Thomas William Glover (born 24 December 1997) is an Australian professional footballer who plays as a goalkeeper for A-League side Melbourne City.

Early life
Born in Sydney, Glover attended Menai High School in the Sutherland Shire and previously played for the Sutherland Sharks youth teams. He was also a keen basketball player at school. In 2014, Glover moved to London to join Tottenham Hotspur.

Playing career

Tottenham Hotspur
Glover joined Tottenham's Academy full-time in the summer of 2014, he started 16 times for the Under-18s in the 2014/15 season and impressively produced a string of penalty saves throughout the season. He stepped up to make his Under-21s debut in a 2–1 defeat at Liverpool in October, 2014, and played twice in Tottenham's run to the FA Youth Cup semi-finals.

In 2015–16, he made 11 league appearances for the Under-21s, in addition to four appearances in the Premier League Under-21 International Cup. As a result of many impressive performances he signed a new contract with the Club in December, 2015, and was also part of the first team squad on matchdays on a handful of occasions, serving as back-up to Hugo Lloris and Michel Vorm.

Central Coast Mariners
On 26 July 2017, Glover joined Central Coast Mariners on a season-long loan. He then went on to make his senior debut for the Mariners on 7 October 2017 in round one of the 2017–18 A-League season, a loss to Newcastle Jets in the F3 Derby.

Glover had a trial spell with Scottish Premiership club Hibernian in January 2019.

Helsingborg
In April 2019, Glover was loaned to Helsingborg for a few months.
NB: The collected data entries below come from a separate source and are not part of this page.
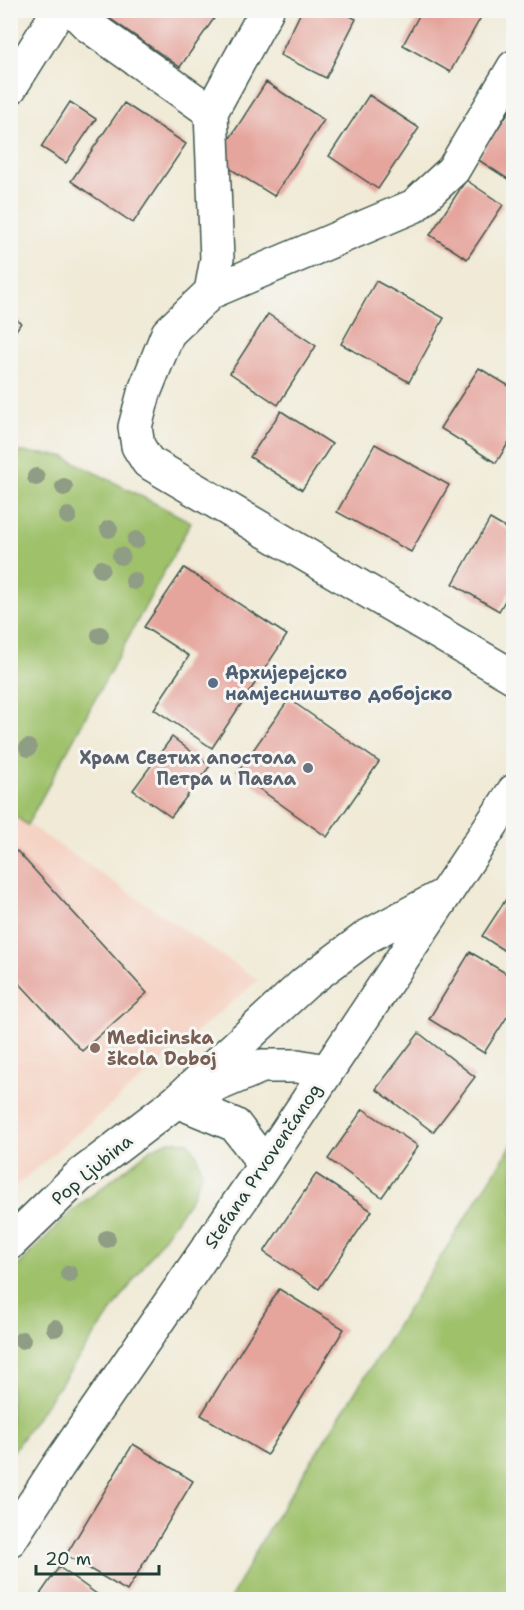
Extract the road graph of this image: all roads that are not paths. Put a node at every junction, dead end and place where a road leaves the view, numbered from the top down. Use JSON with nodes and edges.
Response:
{"nodes":[{"id":1,"x":59,"y":10,"type":"edge"},
{"id":2,"x":73,"y":10,"type":"edge"},
{"id":3,"x":267,"y":10,"type":"edge"},
{"id":4,"x":513,"y":67,"type":"edge"},
{"id":5,"x":10,"y":88,"type":"edge"},
{"id":6,"x":211,"y":112,"type":"junction"},
{"id":7,"x":211,"y":292,"type":"junction"},
{"id":8,"x":513,"y":677,"type":"edge"},
{"id":9,"x":513,"y":791,"type":"edge"},
{"id":10,"x":446,"y":895,"type":"junction"},
{"id":11,"x":326,"y":1071,"type":"junction"},
{"id":12,"x":177,"y":1101,"type":"junction"},
{"id":13,"x":262,"y":1169,"type":"junction"},
{"id":14,"x":10,"y":1243,"type":"edge"},
{"id":15,"x":10,"y":1540,"type":"edge"}],
"edges":[{"from":1,"to":5,"type":"street"},
{"from":2,"to":6,"type":"street"},
{"from":3,"to":6,"type":"street"},
{"from":4,"to":7,"type":"street"},
{"from":6,"to":7,"type":"street"},
{"from":7,"to":8,"type":"street"},
{"from":9,"to":10,"type":"street","name":"Stefana Prvovenčanog"},
{"from":10,"to":11,"type":"street","name":"Stefana Prvovenčanog"},
{"from":10,"to":12,"type":"street"},
{"from":11,"to":12,"type":"street"},
{"from":11,"to":13,"type":"street","name":"Stefana Prvovenčanog"},
{"from":12,"to":13,"type":"street"},
{"from":12,"to":14,"type":"street","name":"Pop Ljubina"},
{"from":13,"to":15,"type":"street","name":"Stefana Prvovenčanog"}]}
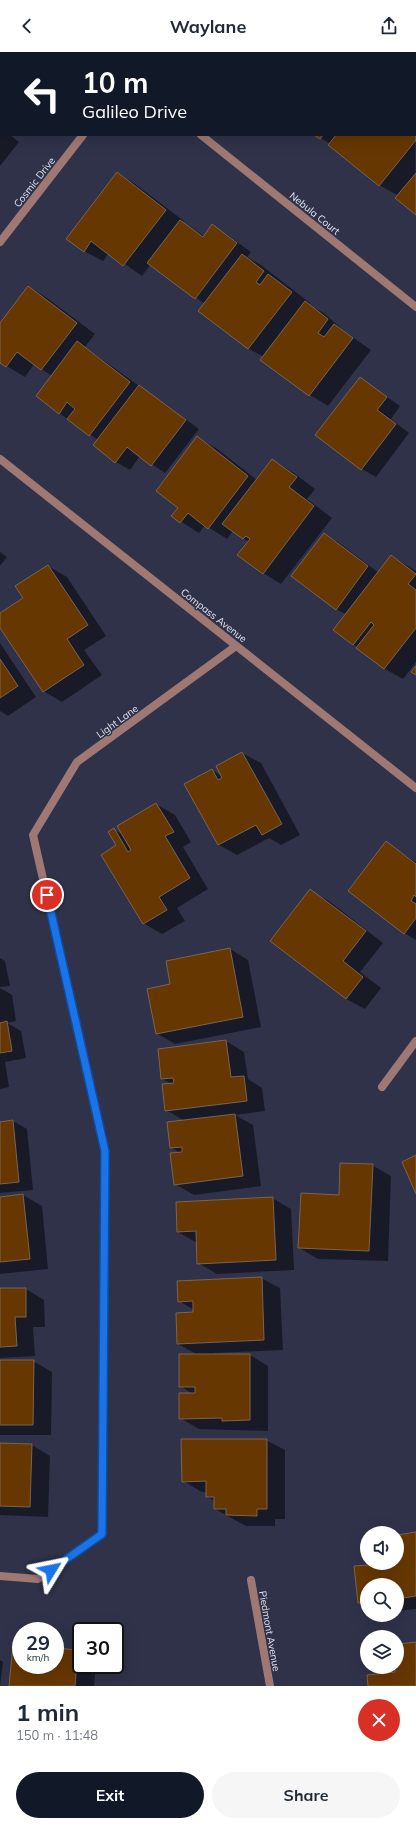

At the end of the 2018–19 season Glover was released from his contract.

Melbourne City
Glover returned to Australia and was signed by Melbourne City. He made his debut in a 4–0 win over Newcastle Jets in December 2019.

Glover made his first A-League Grand Final in 2020 where City lost 1–0 to Sydney FC in extra time. At the start of September 2020, Glover won the July/August Nominee for Young Footballer of the Year.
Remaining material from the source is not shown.